***** TASK INPUTS

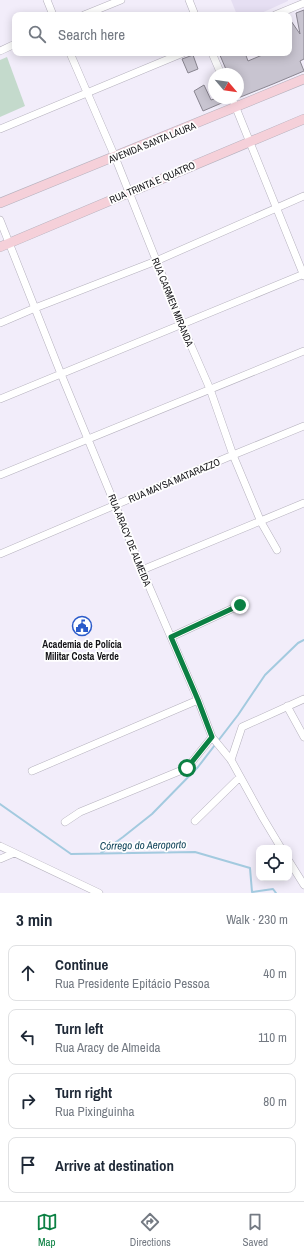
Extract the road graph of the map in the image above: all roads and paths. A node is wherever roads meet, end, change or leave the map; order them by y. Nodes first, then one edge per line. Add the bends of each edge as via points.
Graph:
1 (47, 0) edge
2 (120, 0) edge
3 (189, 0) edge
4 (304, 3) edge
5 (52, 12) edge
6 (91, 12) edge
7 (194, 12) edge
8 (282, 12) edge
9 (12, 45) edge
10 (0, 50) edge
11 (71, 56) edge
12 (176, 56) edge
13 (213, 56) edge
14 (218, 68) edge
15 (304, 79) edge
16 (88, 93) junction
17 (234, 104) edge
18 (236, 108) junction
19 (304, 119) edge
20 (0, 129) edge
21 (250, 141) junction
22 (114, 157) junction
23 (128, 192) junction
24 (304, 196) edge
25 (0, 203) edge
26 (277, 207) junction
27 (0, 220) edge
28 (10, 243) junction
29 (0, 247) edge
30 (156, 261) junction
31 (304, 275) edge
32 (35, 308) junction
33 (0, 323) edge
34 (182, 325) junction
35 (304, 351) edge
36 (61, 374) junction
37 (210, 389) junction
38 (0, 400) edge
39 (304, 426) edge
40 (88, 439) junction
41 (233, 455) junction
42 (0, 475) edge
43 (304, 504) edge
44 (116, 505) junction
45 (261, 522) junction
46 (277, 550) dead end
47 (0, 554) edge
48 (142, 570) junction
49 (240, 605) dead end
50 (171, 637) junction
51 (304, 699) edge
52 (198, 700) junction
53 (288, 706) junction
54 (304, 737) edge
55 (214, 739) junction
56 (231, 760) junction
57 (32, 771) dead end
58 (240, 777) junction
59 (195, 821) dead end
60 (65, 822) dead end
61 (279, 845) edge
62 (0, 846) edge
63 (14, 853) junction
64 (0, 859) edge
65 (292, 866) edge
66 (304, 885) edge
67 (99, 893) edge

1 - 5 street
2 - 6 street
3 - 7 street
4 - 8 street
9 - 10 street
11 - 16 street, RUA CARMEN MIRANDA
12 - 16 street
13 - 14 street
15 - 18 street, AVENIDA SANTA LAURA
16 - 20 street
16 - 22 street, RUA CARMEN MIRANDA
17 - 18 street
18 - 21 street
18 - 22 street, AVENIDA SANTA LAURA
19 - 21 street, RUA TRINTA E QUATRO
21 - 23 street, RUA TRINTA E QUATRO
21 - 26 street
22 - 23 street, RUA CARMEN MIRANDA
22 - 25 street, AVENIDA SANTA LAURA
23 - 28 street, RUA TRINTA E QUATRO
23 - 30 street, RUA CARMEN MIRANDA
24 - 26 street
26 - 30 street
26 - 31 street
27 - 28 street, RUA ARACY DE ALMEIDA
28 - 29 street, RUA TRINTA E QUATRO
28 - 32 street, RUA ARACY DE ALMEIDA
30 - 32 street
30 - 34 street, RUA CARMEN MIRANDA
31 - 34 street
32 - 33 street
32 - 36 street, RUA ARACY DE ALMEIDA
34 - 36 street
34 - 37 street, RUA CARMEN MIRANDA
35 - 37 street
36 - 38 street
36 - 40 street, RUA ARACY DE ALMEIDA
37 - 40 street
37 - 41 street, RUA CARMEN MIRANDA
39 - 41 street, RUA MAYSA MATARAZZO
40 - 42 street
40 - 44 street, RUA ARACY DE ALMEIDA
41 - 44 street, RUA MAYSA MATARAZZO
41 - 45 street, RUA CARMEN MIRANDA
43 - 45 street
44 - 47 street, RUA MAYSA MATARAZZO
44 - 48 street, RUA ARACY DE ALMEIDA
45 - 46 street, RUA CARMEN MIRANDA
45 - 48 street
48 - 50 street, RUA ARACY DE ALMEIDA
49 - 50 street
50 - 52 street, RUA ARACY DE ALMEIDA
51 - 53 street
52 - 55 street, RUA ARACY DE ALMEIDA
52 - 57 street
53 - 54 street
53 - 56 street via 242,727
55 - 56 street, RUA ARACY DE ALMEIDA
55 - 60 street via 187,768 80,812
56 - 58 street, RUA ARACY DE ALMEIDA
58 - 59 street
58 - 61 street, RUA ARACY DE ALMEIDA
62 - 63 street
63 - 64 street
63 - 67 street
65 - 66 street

**********
***** TASK INPUTS

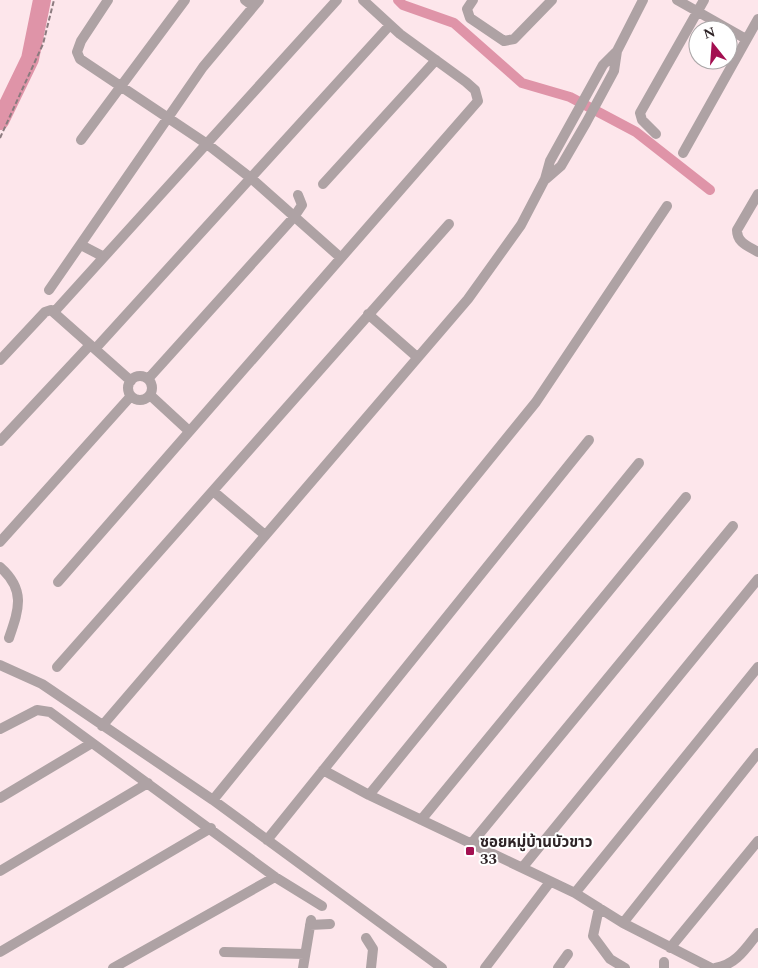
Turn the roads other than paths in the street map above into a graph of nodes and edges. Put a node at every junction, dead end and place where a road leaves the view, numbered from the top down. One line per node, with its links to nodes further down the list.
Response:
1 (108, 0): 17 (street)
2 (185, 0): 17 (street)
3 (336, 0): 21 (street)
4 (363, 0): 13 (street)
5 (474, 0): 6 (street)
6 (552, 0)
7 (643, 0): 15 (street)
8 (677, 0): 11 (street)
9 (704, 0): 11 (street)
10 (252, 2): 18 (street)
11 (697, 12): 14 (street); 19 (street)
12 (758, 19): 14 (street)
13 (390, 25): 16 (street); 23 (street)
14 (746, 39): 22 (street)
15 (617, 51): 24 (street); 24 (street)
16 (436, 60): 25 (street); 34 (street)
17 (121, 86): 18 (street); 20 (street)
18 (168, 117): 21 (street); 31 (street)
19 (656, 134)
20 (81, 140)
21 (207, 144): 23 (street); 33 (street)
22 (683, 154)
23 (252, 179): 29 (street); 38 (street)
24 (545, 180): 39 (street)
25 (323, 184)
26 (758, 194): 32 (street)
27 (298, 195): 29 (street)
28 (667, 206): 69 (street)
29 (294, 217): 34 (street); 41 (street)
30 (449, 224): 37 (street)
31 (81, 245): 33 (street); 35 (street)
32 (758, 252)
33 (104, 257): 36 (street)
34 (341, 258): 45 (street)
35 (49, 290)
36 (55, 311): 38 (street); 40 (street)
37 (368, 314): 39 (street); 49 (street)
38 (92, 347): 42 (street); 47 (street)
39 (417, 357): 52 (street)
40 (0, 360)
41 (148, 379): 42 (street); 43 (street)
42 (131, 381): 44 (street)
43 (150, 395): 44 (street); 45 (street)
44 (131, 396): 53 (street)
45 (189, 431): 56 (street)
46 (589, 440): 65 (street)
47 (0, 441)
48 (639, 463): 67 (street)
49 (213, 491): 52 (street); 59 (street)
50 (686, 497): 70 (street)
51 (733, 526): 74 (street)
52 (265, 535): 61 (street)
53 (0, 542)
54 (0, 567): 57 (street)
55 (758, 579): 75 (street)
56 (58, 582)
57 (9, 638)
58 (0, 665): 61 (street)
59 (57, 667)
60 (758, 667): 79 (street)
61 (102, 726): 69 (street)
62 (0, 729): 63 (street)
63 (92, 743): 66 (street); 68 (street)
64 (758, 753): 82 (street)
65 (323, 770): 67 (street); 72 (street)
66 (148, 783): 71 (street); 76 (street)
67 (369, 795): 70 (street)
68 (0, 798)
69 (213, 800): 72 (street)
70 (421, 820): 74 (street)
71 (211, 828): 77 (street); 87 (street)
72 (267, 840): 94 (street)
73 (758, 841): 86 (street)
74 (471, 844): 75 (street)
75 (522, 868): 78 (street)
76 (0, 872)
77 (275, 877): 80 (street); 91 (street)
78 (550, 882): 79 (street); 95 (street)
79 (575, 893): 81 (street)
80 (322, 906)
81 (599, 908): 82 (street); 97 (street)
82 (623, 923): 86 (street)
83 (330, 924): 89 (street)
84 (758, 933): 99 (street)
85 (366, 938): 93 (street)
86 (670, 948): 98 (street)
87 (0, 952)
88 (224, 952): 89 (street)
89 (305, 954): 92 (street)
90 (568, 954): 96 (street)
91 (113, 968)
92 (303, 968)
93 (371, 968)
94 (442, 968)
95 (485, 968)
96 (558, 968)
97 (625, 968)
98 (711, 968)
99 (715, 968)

**********

Return all lines from the data above with "MIRANDA" in them.

11 - 16 street, RUA CARMEN MIRANDA
16 - 22 street, RUA CARMEN MIRANDA
22 - 23 street, RUA CARMEN MIRANDA
23 - 30 street, RUA CARMEN MIRANDA
30 - 34 street, RUA CARMEN MIRANDA
34 - 37 street, RUA CARMEN MIRANDA
37 - 41 street, RUA CARMEN MIRANDA
41 - 45 street, RUA CARMEN MIRANDA
45 - 46 street, RUA CARMEN MIRANDA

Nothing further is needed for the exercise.